(Data provided)

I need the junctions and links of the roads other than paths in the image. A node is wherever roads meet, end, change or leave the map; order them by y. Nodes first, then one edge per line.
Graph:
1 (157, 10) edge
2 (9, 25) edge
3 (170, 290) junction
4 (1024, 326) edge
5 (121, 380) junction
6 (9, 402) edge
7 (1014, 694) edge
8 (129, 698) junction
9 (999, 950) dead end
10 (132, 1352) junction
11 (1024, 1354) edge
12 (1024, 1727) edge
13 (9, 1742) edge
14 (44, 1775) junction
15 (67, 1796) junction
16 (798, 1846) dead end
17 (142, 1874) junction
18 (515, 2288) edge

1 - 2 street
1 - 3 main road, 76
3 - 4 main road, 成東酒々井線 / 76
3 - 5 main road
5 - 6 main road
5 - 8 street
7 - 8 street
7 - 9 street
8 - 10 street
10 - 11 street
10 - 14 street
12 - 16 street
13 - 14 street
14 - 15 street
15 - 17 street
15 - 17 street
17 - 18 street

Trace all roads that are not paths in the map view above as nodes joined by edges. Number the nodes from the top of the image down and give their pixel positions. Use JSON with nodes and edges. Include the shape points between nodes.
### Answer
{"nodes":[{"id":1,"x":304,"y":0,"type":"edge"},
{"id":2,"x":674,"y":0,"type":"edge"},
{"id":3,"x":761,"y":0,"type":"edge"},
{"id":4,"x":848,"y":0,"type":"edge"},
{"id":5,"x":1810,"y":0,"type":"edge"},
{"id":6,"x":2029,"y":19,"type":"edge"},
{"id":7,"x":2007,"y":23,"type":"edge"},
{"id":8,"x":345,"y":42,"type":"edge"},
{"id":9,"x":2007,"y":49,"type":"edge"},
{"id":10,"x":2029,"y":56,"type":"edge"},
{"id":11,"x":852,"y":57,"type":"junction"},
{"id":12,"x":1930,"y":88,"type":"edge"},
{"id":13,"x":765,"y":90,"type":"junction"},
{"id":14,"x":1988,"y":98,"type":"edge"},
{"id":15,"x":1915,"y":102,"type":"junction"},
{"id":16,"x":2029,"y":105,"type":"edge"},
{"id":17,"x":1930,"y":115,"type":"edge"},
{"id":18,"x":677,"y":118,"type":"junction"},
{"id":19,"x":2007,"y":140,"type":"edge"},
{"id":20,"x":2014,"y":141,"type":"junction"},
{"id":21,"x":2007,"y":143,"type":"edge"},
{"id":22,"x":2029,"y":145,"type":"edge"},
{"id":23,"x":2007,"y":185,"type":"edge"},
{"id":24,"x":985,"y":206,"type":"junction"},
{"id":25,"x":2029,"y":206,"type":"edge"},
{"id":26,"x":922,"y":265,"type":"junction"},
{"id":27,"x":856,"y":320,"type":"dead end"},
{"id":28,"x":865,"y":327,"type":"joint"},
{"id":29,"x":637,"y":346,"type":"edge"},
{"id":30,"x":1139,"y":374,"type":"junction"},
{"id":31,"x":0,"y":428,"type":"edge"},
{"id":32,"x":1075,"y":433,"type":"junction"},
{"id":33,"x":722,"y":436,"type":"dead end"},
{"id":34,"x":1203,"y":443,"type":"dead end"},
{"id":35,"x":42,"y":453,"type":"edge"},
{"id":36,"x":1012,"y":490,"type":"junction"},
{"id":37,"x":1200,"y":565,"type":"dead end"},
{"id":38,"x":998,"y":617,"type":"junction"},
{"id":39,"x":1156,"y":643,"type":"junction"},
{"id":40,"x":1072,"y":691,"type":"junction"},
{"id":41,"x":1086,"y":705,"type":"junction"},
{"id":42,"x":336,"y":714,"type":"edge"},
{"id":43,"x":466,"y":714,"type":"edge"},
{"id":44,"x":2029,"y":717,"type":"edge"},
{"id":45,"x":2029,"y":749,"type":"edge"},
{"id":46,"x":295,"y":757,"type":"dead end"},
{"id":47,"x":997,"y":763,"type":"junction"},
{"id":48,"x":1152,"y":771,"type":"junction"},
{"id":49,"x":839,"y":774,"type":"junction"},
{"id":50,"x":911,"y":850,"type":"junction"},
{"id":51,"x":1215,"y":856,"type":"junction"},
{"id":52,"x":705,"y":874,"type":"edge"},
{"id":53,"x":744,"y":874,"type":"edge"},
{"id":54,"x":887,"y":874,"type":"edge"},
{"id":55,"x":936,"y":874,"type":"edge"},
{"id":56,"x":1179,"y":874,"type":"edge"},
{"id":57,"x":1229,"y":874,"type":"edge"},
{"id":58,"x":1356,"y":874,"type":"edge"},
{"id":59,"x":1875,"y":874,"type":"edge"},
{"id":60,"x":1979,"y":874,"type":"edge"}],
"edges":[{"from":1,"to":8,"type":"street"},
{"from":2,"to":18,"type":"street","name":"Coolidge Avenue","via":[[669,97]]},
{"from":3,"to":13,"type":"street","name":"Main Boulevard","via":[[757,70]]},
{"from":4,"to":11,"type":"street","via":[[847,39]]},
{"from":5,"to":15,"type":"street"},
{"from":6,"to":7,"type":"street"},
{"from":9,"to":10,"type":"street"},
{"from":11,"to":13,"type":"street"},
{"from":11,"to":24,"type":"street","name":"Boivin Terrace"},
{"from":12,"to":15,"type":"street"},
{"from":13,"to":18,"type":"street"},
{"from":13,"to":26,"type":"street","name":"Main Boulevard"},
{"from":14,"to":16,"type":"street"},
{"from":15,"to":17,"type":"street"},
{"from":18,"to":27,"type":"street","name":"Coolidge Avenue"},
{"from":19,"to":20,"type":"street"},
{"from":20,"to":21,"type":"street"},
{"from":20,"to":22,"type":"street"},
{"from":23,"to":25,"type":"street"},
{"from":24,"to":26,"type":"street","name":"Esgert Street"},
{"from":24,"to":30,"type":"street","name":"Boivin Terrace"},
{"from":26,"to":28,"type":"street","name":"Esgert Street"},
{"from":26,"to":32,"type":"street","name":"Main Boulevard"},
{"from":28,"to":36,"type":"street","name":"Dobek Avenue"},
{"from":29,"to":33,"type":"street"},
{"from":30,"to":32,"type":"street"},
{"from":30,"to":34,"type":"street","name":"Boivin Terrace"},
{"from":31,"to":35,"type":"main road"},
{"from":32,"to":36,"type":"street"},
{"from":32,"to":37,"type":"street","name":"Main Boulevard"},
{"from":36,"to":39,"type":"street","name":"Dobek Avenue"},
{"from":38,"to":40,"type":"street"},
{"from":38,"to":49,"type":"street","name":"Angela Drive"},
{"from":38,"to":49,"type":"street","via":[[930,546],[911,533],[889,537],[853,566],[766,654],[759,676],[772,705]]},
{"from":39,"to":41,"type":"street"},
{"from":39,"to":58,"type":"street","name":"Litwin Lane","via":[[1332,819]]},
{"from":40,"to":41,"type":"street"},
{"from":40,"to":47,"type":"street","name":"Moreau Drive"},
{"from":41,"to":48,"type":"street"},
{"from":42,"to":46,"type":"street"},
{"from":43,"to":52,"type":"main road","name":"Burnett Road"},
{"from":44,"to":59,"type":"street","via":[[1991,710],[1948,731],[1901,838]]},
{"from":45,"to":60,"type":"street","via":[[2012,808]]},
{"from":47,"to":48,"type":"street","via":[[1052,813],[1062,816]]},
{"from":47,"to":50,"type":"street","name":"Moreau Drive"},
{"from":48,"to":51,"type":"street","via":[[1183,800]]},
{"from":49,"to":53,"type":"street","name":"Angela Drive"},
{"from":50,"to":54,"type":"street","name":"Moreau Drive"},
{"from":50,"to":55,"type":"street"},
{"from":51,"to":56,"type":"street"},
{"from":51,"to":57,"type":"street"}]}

(End Data provided)

Aim of the task — Copy every line of the data that carries the word "Drive".

Task answer —
{"from":38,"to":49,"type":"street","name":"Angela Drive"},
{"from":40,"to":47,"type":"street","name":"Moreau Drive"},
{"from":47,"to":50,"type":"street","name":"Moreau Drive"},
{"from":49,"to":53,"type":"street","name":"Angela Drive"},
{"from":50,"to":54,"type":"street","name":"Moreau Drive"},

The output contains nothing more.